Juslin Maunula was born in 2015. Ten years earlier, Laura Juslin and Lilli Maunula studied fashion design at the same time in Aalto University but then went separate ways. Laura Juslin graduated to become a fashion designer. For her thesis, she studied the use of architectural methods in fashion design. Lilli Maunula’s dream was to work in clothing design but she became an architect.

A common interest to combine the fields of architecture and fashion inspired Juslin and Maunula to found a design studio together. They both wanted to work with fashion, but from a new angle: a more comprehensive, experiential one, to be something more than just a product. “We wanted to seamlessly connect fashion and architecture,” Laura Juslin says. “A connection that would be visible in everything we do. Not only when really creating a space with a product, but also to be the leading idea for everything we do. More like an overall experience.”

Architecture may seem permanent compared to fashion, but architecture, too, is experienced in a fleeting moment. Then again, fashion means more than passing phenomena to Juslin Maunula. “The way of thinking within architecture is very functional, and form always follows function,” Juslin says. “Fashion is much more light-spirited and does not require a reason for being. However, fashion is not just clothing but more the sum of culture, arts, understanding of history and sensing the era.” “We decide how to realize a product through dialogue,” Lilli Maunula says. “In this process, our two ways of thinking come together.”

This approach was once exceptional. “When we founded our company, we wondered whether there was room for our way of working,” Juslin says. “Perhaps we even were ahead of our time.” The fashion industry has been in revolution for a long time, and now large operators, too, are looking for new ways of working. The boundaries are breaking, Lilli Maunula says. Fashion is presented in spatial installations, or fashion collections include interior accessories. Both a space and a garment can represent one identity.

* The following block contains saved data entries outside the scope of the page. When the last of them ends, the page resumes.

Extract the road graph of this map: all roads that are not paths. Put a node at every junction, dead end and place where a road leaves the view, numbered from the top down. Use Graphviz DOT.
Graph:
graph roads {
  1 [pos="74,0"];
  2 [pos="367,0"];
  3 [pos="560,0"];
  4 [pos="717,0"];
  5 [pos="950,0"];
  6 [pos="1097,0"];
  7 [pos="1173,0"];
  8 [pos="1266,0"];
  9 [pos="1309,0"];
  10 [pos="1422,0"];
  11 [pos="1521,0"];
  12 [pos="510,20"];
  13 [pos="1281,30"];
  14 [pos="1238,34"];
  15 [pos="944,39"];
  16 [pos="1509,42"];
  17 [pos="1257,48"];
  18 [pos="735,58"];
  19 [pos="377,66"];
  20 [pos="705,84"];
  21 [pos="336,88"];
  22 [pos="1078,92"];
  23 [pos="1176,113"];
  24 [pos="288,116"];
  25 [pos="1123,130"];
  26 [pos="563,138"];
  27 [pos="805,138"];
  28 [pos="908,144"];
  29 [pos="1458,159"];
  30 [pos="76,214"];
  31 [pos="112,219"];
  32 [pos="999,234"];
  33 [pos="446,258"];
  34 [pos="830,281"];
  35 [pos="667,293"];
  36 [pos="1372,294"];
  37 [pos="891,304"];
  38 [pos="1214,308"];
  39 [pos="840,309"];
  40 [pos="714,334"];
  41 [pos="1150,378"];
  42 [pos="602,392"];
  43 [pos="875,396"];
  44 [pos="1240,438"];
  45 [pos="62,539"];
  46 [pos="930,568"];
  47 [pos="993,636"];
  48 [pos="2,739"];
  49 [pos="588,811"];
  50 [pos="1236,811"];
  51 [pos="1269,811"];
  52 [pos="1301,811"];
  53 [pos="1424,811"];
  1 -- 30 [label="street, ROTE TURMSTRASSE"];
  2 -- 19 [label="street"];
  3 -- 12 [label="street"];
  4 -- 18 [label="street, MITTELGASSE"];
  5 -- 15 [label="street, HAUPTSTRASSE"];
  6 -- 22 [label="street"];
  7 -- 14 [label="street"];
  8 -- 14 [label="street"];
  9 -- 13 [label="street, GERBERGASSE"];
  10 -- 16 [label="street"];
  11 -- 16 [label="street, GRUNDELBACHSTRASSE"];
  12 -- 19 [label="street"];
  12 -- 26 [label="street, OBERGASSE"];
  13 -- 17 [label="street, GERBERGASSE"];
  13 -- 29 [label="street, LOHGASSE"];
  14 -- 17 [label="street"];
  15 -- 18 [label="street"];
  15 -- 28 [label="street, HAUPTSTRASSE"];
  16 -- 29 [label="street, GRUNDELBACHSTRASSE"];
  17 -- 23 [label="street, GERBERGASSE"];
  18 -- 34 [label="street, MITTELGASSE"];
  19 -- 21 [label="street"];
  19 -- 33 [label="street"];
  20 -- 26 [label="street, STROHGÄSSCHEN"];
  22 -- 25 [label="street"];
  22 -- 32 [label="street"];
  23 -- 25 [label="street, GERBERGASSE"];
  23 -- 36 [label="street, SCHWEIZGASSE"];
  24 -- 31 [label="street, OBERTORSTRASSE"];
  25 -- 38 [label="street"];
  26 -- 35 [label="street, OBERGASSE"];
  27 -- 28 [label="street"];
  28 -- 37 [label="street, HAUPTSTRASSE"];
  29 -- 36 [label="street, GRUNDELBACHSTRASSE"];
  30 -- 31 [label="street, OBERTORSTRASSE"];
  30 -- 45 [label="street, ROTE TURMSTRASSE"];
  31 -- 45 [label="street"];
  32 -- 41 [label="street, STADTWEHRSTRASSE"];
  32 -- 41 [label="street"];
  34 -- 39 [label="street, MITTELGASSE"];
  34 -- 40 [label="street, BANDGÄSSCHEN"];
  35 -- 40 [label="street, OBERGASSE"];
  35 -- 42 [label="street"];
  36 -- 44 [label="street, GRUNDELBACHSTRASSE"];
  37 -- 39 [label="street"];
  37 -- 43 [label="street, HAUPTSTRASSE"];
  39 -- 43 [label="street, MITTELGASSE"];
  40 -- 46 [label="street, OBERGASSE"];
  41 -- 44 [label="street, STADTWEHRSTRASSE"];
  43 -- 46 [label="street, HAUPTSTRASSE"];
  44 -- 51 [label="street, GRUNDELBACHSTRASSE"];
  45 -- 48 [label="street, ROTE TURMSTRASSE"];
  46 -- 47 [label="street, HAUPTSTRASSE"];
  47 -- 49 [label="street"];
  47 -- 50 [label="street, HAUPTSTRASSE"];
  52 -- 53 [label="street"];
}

Juslin Maunula’s projects start from a joint idea and concept that is then developed together and by taking turns. Laura Juslin and Lilli Maunula themselves are even a bit surprised about their smooth collaboration. “I trust whatever Lilli says one hundred per cent. I think we’re able to use our respective skills in each of our products and concepts,” Laura Juslin says. Over the years, the work process has become seamless, as have their tastes and visions – and there have never been arguments regarding work, they say, amused.

The duo can find inspiration anywhere. “Nearly anything can be inspirational,” Laura Juslin remarks. “Inspiration can come from art or a visit to the hardware store, if there is an interesting material, for example. Visual stimulus is not always necessary; an idea can arise from a thought or a problem. Experience in fashion provides the will to create strong concepts.”

However, material is often the basis for design, Lilli Maunula notes. The duo is currently working on interior design products and textiles made of surplus fabrics, testing modularity. Another important design element for them is colour, interaction between colours. “What happens when we place colours side by side or on top of each other,” Laura Juslin explains. “We’re looking for illusions; illusions are of interest to us right now.”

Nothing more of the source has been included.